Stored data
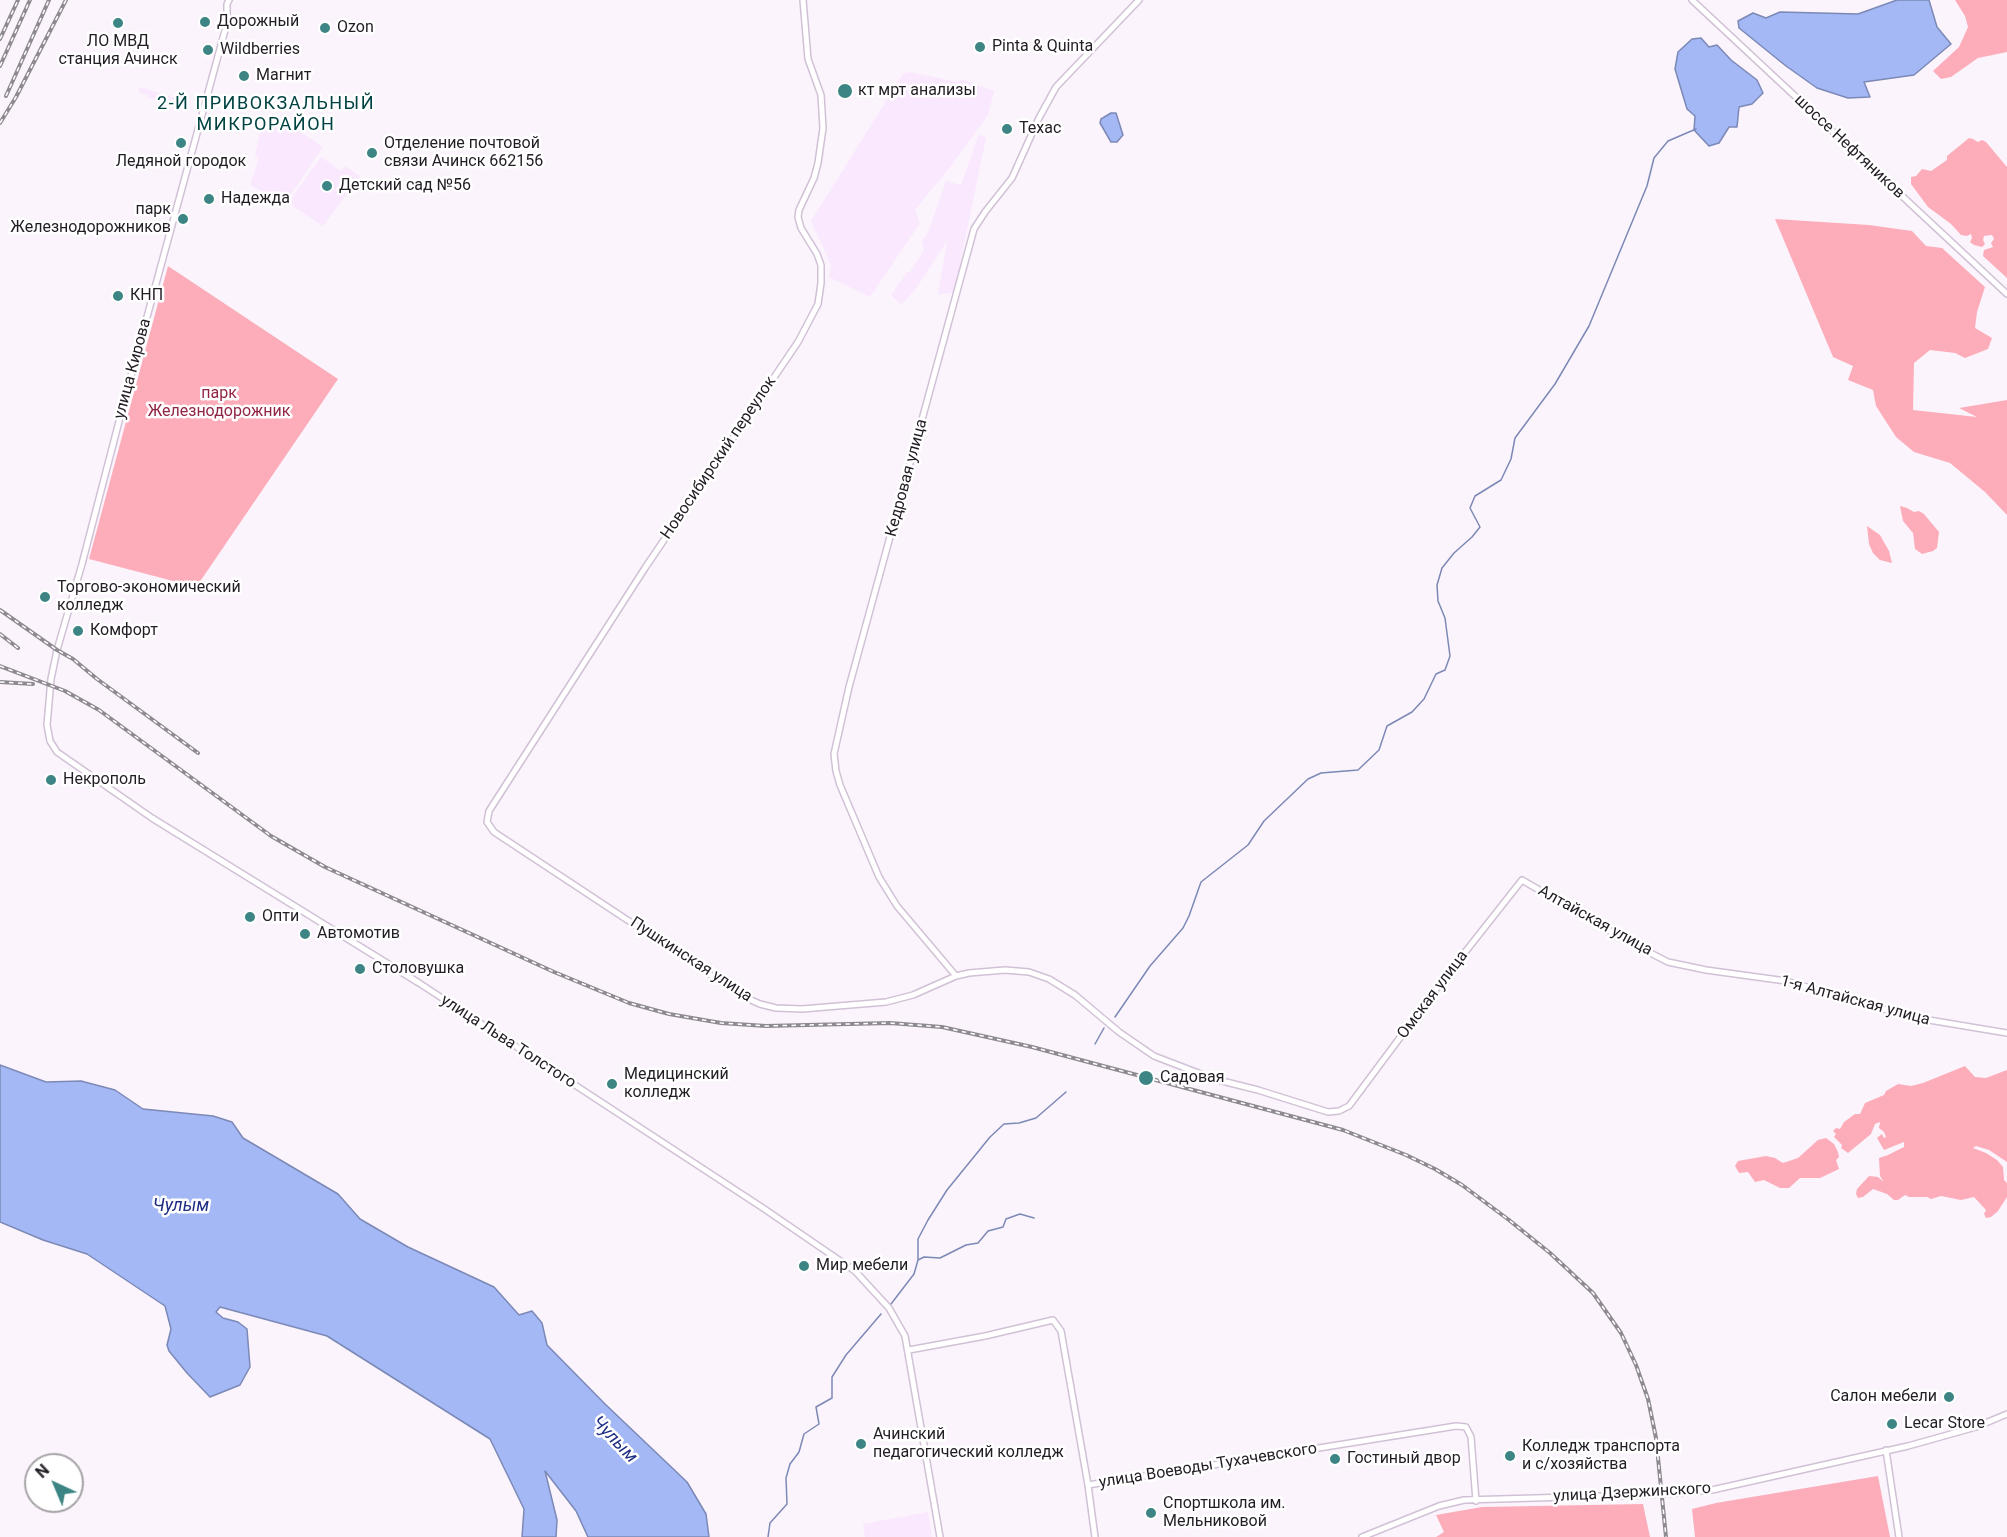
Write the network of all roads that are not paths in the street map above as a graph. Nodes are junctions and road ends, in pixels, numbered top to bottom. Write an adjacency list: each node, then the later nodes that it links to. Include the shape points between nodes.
1 (229, 0): 6 (main road, улица Кирова, via 227,23 57,650 47,725)
2 (803, 0): 7 (main road, Новосибирский переулок, via 808,59 822,104 821,150 798,217 821,265 818,304 798,342 645,568 489,810)
3 (1139, 0): 11 (main road, Кедровая улица, via 1056,87 1012,178 974,230 834,754 840,785 879,877 897,906)
4 (1692, 0): 5 (main road, шоссе Нефтяников)
5 (2007, 294)
6 (50, 741): 13 (main road, улица Льва Толстого, via 57,752 152,818 419,983 847,1265 889,1308)
7 (487, 822): 11 (main road, Пушкинская улица, via 505,840 760,1004 802,1009 886,1002 913,996)
8 (1522, 880): 9 (main road, Алтайская улица); 10 (main road, Омская улица, via 1344,1110 1328,1112 1166,1061 1119,1032 1075,995)
9 (1668, 962): 12 (main road, 1-я Алтайская улица, via 1786,981 1911,1017)
10 (1038, 974): 11 (main road, Пушкинская улица, via 995,970)
11 (956, 976)
12 (2007, 1033)
13 (909, 1350): 16 (main road, via 1053,1320 1061,1331); 18 (main road, улица Льва Толстого)
14 (2007, 1414): 15 (main road, улица Дзержинского, via 1976,1427)
15 (1886, 1450): 17 (main road, улица Дзержинского, bridge, via 1712,1490); 21 (main road)
16 (1088, 1485): 17 (main road, улица Воеводы Тухачевского, via 1456,1426 1466,1427 1471,1437); 19 (main road)
17 (1476, 1501): 20 (main road, улица Дзержинского, via 1439,1506)
18 (940, 1537)
19 (1095, 1537)
20 (1362, 1537)
21 (1899, 1537)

* TASK DETAILS: Skip the pictures and output all entries exactly.

* RESPONSE AREA:
Write the network of all roads that are not paths in the street map above as a graph. Nodes are junctions and road ends, in pixels, numbered top to bottom. Write an adjacency list: each node, then the later nodes that it links to. Include the shape points between nodes.
1 (229, 0): 6 (main road, улица Кирова, via 227,23 57,650 47,725)
2 (803, 0): 7 (main road, Новосибирский переулок, via 808,59 822,104 821,150 798,217 821,265 818,304 798,342 645,568 489,810)
3 (1139, 0): 11 (main road, Кедровая улица, via 1056,87 1012,178 974,230 834,754 840,785 879,877 897,906)
4 (1692, 0): 5 (main road, шоссе Нефтяников)
5 (2007, 294)
6 (50, 741): 13 (main road, улица Льва Толстого, via 57,752 152,818 419,983 847,1265 889,1308)
7 (487, 822): 11 (main road, Пушкинская улица, via 505,840 760,1004 802,1009 886,1002 913,996)
8 (1522, 880): 9 (main road, Алтайская улица); 10 (main road, Омская улица, via 1344,1110 1328,1112 1166,1061 1119,1032 1075,995)
9 (1668, 962): 12 (main road, 1-я Алтайская улица, via 1786,981 1911,1017)
10 (1038, 974): 11 (main road, Пушкинская улица, via 995,970)
11 (956, 976)
12 (2007, 1033)
13 (909, 1350): 16 (main road, via 1053,1320 1061,1331); 18 (main road, улица Льва Толстого)
14 (2007, 1414): 15 (main road, улица Дзержинского, via 1976,1427)
15 (1886, 1450): 17 (main road, улица Дзержинского, bridge, via 1712,1490); 21 (main road)
16 (1088, 1485): 17 (main road, улица Воеводы Тухачевского, via 1456,1426 1466,1427 1471,1437); 19 (main road)
17 (1476, 1501): 20 (main road, улица Дзержинского, via 1439,1506)
18 (940, 1537)
19 (1095, 1537)
20 (1362, 1537)
21 (1899, 1537)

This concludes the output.